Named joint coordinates

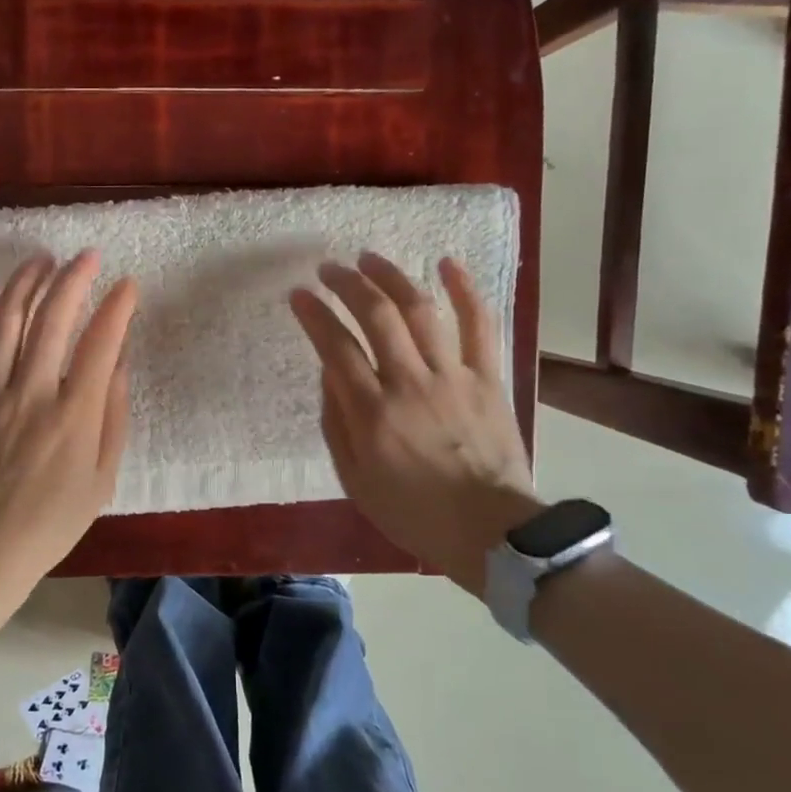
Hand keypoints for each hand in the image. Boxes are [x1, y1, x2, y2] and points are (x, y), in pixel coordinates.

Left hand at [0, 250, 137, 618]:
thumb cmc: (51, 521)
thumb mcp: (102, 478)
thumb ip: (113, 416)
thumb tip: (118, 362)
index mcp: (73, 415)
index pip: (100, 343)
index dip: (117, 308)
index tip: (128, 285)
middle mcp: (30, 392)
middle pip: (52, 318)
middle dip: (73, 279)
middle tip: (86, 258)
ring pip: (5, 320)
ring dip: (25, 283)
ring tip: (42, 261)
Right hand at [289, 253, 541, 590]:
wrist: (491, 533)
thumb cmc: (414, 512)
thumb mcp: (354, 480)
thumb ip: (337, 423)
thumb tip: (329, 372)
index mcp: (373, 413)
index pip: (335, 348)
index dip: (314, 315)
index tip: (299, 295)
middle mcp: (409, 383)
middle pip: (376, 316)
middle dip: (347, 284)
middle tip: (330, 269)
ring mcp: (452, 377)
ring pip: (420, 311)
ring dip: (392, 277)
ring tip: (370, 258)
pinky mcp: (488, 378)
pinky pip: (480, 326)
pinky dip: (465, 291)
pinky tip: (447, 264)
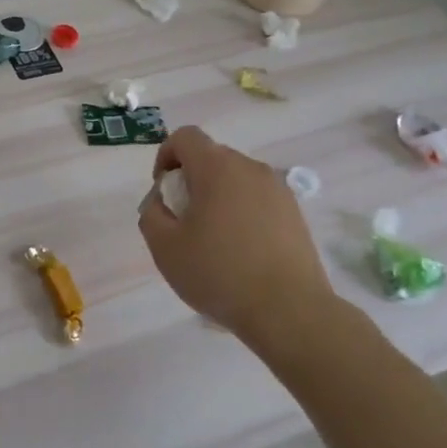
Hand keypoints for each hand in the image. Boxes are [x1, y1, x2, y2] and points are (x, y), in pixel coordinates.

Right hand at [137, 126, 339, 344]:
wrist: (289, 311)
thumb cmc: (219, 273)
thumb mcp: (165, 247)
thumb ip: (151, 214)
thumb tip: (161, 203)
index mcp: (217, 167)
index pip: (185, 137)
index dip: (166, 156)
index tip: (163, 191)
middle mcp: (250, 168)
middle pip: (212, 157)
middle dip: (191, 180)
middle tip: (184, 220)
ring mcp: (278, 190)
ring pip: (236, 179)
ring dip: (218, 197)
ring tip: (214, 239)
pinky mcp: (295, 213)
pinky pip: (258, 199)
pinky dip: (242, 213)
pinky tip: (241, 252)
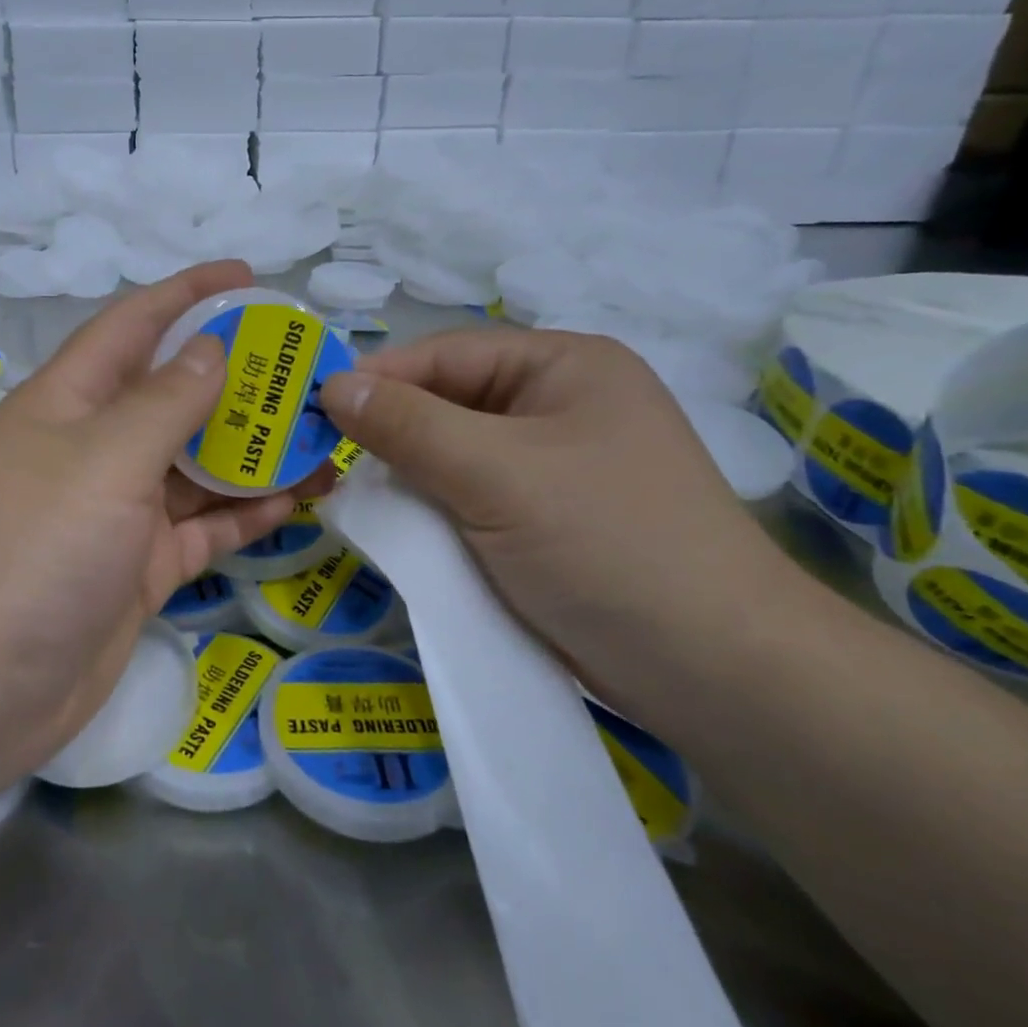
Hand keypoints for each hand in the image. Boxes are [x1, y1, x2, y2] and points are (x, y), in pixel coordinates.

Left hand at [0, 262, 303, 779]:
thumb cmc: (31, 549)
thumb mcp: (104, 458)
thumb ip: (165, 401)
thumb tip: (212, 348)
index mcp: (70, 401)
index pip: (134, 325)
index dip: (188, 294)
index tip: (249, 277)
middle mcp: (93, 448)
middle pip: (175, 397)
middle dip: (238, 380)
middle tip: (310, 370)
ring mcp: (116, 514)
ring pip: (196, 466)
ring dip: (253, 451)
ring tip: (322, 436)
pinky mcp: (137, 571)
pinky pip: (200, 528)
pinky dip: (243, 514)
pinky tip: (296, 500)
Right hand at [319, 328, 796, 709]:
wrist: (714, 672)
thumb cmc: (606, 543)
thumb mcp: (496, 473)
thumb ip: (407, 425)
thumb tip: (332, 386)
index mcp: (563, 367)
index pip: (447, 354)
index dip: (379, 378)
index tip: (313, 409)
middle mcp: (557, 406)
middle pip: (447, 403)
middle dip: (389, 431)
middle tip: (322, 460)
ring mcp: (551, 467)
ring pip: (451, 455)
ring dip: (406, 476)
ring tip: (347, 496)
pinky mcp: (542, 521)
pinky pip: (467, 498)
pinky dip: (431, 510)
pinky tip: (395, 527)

==

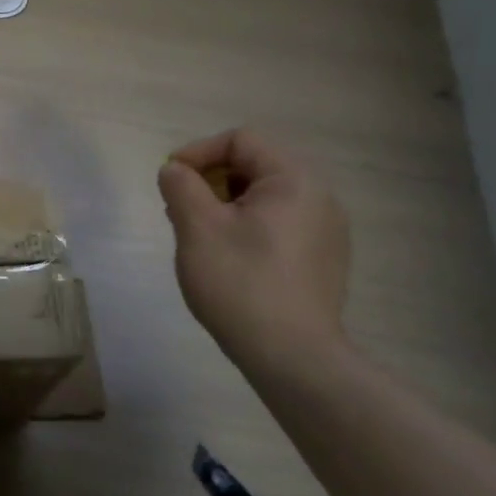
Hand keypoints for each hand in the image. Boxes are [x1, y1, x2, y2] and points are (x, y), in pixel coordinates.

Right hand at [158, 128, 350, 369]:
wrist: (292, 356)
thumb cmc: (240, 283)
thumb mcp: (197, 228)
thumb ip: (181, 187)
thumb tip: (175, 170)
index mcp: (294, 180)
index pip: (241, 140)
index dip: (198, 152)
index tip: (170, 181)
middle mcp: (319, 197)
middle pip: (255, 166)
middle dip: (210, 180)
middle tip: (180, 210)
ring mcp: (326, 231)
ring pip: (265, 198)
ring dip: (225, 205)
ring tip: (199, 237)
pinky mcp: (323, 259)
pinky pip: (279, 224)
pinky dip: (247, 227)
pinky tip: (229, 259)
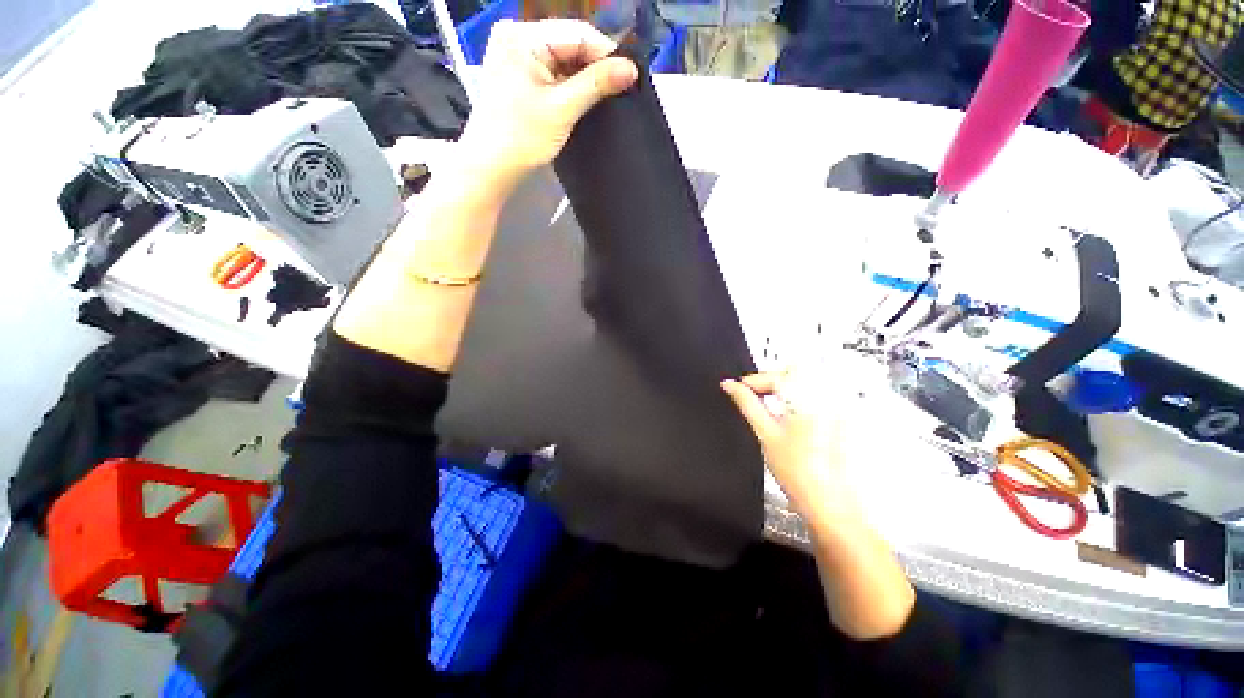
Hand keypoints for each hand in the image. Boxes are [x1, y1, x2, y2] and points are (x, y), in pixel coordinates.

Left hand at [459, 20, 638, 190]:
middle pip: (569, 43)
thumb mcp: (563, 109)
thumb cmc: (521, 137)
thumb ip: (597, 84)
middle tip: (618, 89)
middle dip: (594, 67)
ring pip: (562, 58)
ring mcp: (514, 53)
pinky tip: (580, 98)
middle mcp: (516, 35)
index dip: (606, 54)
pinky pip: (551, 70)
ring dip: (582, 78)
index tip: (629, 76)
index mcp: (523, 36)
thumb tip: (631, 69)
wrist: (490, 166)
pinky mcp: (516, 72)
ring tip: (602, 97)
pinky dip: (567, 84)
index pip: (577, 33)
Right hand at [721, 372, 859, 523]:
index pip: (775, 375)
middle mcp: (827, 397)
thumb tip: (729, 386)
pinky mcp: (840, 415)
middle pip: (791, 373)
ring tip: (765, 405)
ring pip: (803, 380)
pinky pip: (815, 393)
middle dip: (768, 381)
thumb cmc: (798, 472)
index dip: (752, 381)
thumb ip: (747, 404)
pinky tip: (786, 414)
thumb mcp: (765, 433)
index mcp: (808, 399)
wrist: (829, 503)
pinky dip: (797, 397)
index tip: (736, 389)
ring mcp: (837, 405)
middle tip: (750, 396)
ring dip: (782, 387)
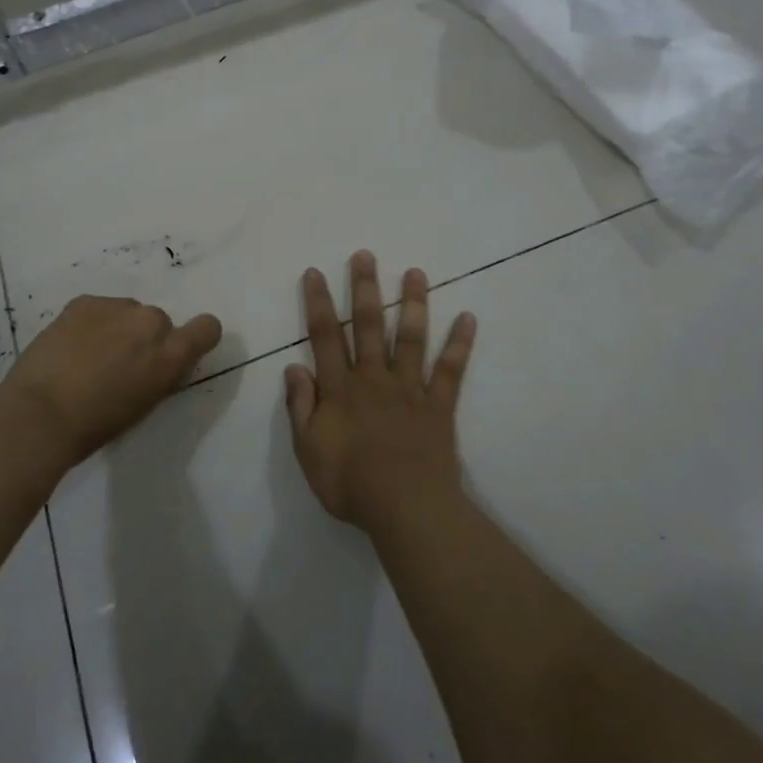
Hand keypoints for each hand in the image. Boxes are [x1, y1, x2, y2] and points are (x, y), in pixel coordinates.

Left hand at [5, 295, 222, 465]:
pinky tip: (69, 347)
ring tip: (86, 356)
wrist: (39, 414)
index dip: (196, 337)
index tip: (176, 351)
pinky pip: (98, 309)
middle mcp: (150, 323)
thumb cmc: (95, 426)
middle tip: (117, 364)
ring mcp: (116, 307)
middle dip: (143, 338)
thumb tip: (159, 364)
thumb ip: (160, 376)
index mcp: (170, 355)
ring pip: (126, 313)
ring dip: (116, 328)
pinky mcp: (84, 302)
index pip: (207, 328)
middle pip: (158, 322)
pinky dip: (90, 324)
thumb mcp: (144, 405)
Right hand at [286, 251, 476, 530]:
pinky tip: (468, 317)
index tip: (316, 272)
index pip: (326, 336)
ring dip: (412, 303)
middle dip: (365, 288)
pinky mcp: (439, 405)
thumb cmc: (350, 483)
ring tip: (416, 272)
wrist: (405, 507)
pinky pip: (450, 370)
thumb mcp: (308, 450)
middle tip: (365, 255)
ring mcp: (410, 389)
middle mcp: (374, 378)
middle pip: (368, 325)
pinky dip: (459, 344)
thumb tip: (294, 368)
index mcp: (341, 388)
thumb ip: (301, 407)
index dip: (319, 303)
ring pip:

* * *

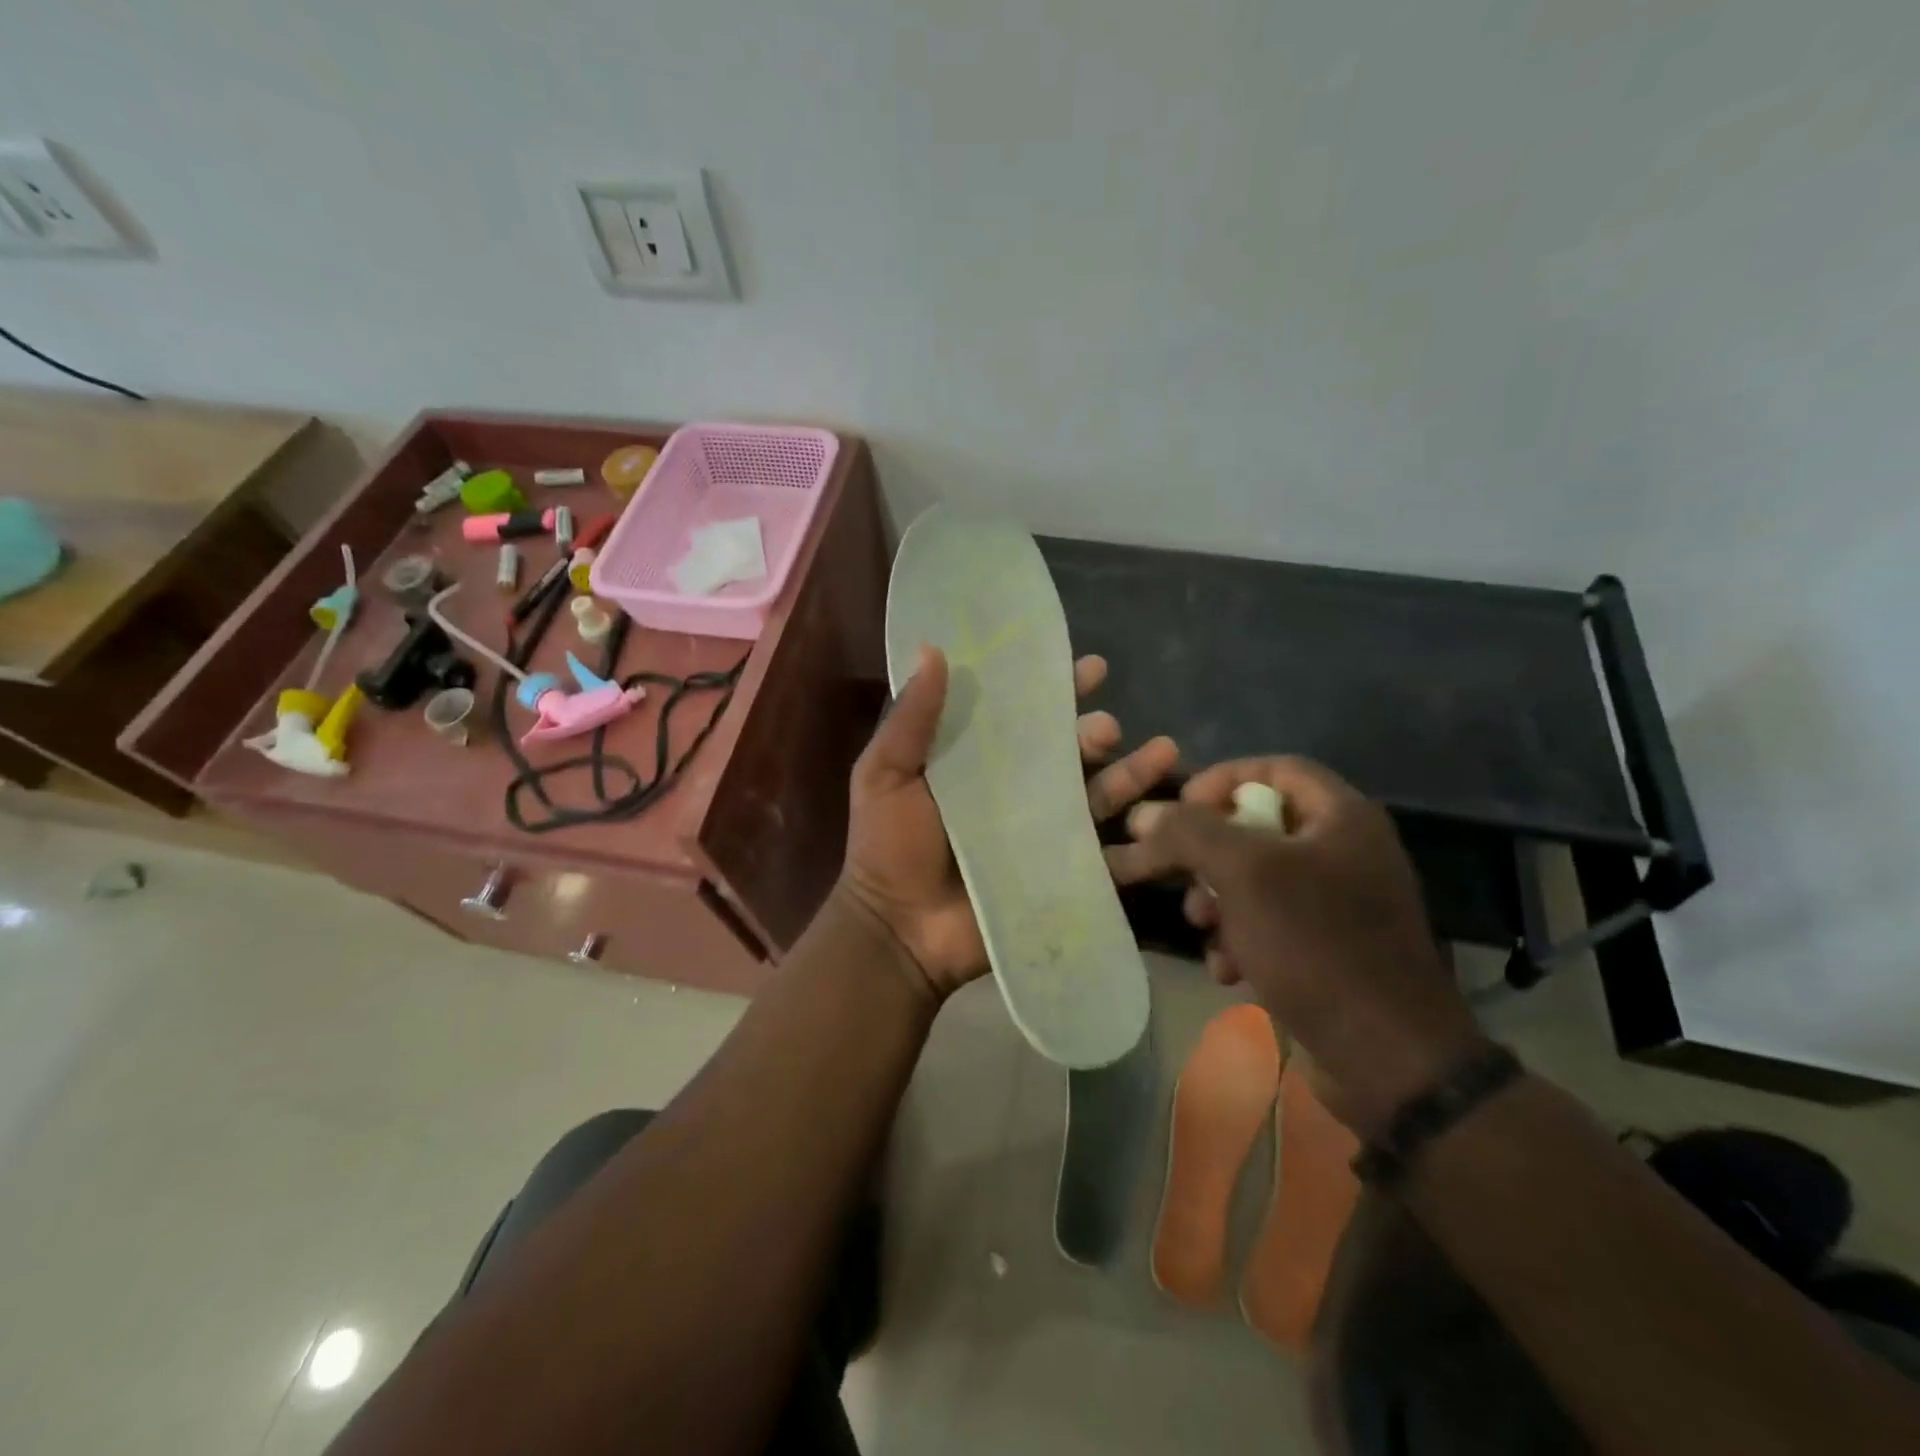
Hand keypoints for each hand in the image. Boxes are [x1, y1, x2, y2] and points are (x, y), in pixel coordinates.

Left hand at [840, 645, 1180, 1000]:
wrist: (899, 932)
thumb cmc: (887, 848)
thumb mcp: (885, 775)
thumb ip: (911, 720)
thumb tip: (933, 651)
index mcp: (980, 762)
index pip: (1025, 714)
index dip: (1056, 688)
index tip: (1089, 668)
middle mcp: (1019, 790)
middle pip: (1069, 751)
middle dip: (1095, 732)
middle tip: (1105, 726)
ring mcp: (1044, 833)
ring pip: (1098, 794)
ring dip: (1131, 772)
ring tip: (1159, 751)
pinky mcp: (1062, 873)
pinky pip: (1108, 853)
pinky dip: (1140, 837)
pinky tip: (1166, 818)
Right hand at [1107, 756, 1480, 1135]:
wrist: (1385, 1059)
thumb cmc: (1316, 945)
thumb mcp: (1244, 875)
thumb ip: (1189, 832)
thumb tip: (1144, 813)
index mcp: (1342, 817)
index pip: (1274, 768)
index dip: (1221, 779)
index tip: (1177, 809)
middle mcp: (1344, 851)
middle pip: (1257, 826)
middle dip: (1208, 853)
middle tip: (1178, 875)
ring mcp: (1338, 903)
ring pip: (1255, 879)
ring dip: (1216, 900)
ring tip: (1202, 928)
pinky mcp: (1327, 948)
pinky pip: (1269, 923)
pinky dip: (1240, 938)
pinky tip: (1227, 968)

▶ Required work: Using the data above, retype exactly and only the lines from the one containing "ring mcp: (514, 53)" up to and including the one containing "middle pip: (158, 322)", with no pictures carried over.

▶ Exercise output:
ring mcp: (514, 53)
pinky tip: (580, 98)
middle mcp: (516, 35)
index dip: (606, 54)
pinky pip: (551, 70)
ring dip: (582, 78)
index tip: (629, 76)
index mcp: (523, 36)
thumb tip: (631, 69)
wrist: (490, 166)
pinky mcp: (516, 72)
ring tip: (602, 97)
pinky dip: (567, 84)
index pip: (577, 33)
Right hand at [721, 372, 859, 523]:
index pip: (775, 375)
middle mcp: (827, 397)
thumb tip: (729, 386)
pinky mcp: (840, 415)
middle pip: (791, 373)
ring tip: (765, 405)
ring pip: (803, 380)
pinky pip: (815, 393)
middle dip: (768, 381)
thumb cmc: (798, 472)
index dip: (752, 381)
thumb ip: (747, 404)
pinky tip: (786, 414)
thumb mcp: (765, 433)
index mcp: (808, 399)
wrist: (829, 503)
pinky dip: (797, 397)
index tip: (736, 389)
ring mcp: (837, 405)
middle tip: (750, 396)
ring dip: (782, 387)
Hand keypoints for each hand in the image. Boxes are [x1, y1, x2, y2] and points are (x, y), in pixel coordinates.

Left hand at [5, 295, 222, 465]:
pinky tip: (69, 347)
ring tip: (86, 356)
wrist: (39, 414)
index dip: (196, 337)
index tip: (176, 351)
pinky pip: (98, 309)
middle mcp: (150, 323)
thumb cmc: (95, 426)
middle tip: (117, 364)
ring mcp: (116, 307)
middle dip: (143, 338)
thumb tip: (159, 364)
thumb ip: (160, 376)
index mcp: (170, 355)
ring pip: (126, 313)
ring dip: (116, 328)
pinky mcp: (84, 302)
index pip: (207, 328)
middle pip: (158, 322)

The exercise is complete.